TLS 1.3 dramatically simplified the cipher suite landscape by removing all legacy and insecure algorithms. The specification defines only five cipher suites: TLS_AES_128_GCM_SHA256, TLS_AES_256_GCM_SHA384, TLS_CHACHA20_POLY1305_SHA256, TLS_AES_128_CCM_SHA256, and TLS_AES_128_CCM_8_SHA256. All of them use Authenticated Encryption with Associated Data (AEAD), which combines encryption and integrity verification in a single operation. This is a massive reduction from TLS 1.2, which supported over 300 cipher suite combinations including weak algorithms like RC4, DES, and export-grade 40-bit ciphers that were vulnerable to known attacks like BEAST, POODLE, and SWEET32. TLS 1.3 also removed RSA key exchange entirely, mandating ephemeral Diffie-Hellman (either ECDHE with X25519 or P-256, or finite-field DHE). This ensures forward secrecy by default: even if the server's private key is compromised in the future, previously recorded sessions cannot be decrypted. The reduced set means there are no weak configurations to accidentally enable, making TLS 1.3 secure by default rather than secure by careful configuration.

How does TLS 1.3 protect against downgrade attacks?

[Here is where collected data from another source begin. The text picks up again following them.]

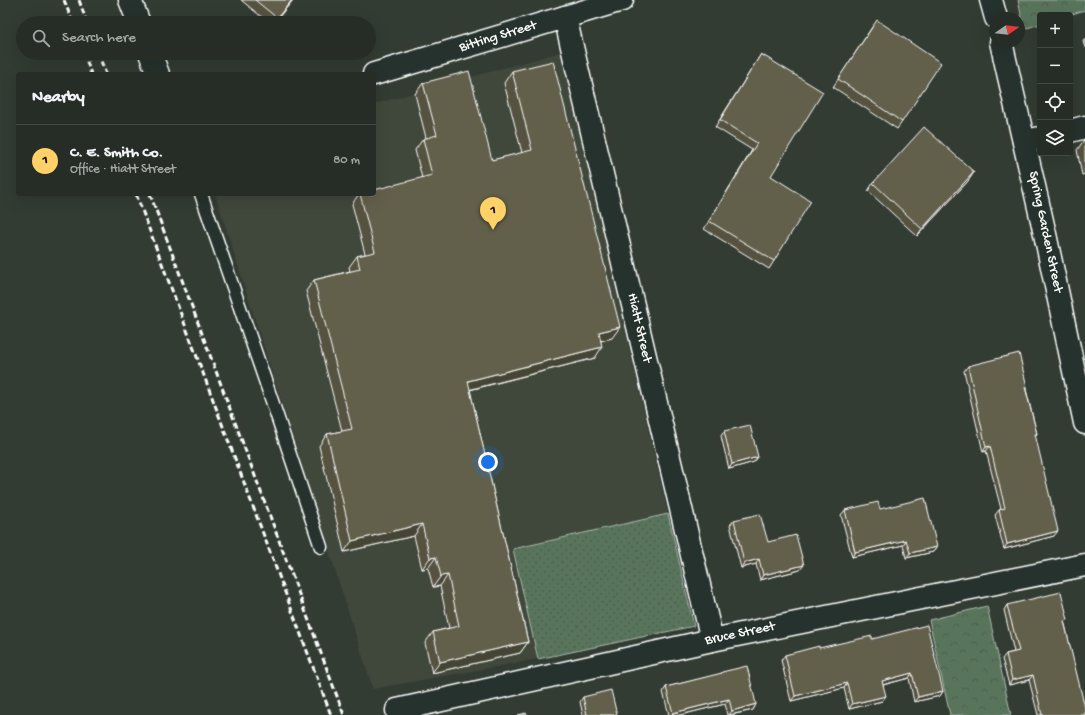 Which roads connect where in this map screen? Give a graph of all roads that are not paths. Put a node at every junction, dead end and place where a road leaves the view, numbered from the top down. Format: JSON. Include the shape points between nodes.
{"nodes":[{"id":1,"x":130,"y":0,"type":"edge"},
{"id":2,"x":622,"y":0,"type":"edge"},
{"id":3,"x":992,"y":0,"type":"edge"},
{"id":4,"x":995,"y":12,"type":"edge"},
{"id":5,"x":136,"y":16,"type":"edge"},
{"id":6,"x":565,"y":16,"type":"junction"},
{"id":7,"x":1003,"y":48,"type":"edge"},
{"id":8,"x":153,"y":60,"type":"edge"},
{"id":9,"x":157,"y":72,"type":"edge"},
{"id":10,"x":376,"y":73,"type":"edge"},
{"id":11,"x":1085,"y":127,"type":"edge"},
{"id":12,"x":1073,"y":130,"type":"edge"},
{"id":13,"x":1032,"y":140,"type":"edge"},
{"id":14,"x":202,"y":196,"type":"edge"},
{"id":15,"x":1085,"y":423,"type":"edge"},
{"id":16,"x":321,"y":547,"type":"dead end"},
{"id":17,"x":1085,"y":565,"type":"edge"},
{"id":18,"x":712,"y":640,"type":"junction"},
{"id":19,"x":398,"y":712,"type":"edge"}],
"edges":[{"from":1,"to":5,"type":"street"},
{"from":2,"to":6,"type":"street","name":"Bitting Street"},
{"from":3,"to":4,"type":"street"},
{"from":6,"to":10,"type":"street","name":"Bitting Street"},
{"from":6,"to":18,"type":"street","name":"Hiatt Street"},
{"from":7,"to":13,"type":"street","name":"Spring Garden Street"},
{"from":8,"to":9,"type":"street"},
{"from":11,"to":12,"type":"street"},
{"from":13,"to":15,"type":"street","name":"Spring Garden Street","via":[[1046,234]]},
{"from":14,"to":16,"type":"lane"},
{"from":17,"to":18,"type":"street","name":"Bruce Street"},
{"from":18,"to":19,"type":"street","name":"Bruce Street"}]}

TLS 1.3 includes a specific mechanism to prevent attackers from forcing a connection to use an older, weaker protocol version. When a TLS 1.3-capable server receives a ClientHello and decides to negotiate TLS 1.2 or lower (perhaps because the client advertised support for older versions), the server embeds a special sentinel value in the last 8 bytes of its ServerHello random field. For TLS 1.2, this value is 0x44 0x4F 0x57 0x4E 0x47 0x52 0x44 0x01 (the ASCII string "DOWNGRD" followed by 0x01). For TLS 1.1 or lower, the final byte is 0x00. A TLS 1.3-capable client that receives a ServerHello for an older version checks for this sentinel. If it finds the marker, the client knows the server actually supports TLS 1.3 and that a man-in-the-middle attacker is forcing a downgrade. The client then aborts the connection with an illegal_parameter alert. This mechanism defeated attacks like POODLE and Logjam that exploited version negotiation weaknesses in earlier TLS versions. Additionally, TLS 1.3 encrypts the Certificate and CertificateVerify messages, preventing passive observers from seeing the server certificate and making active interception more difficult to execute without detection.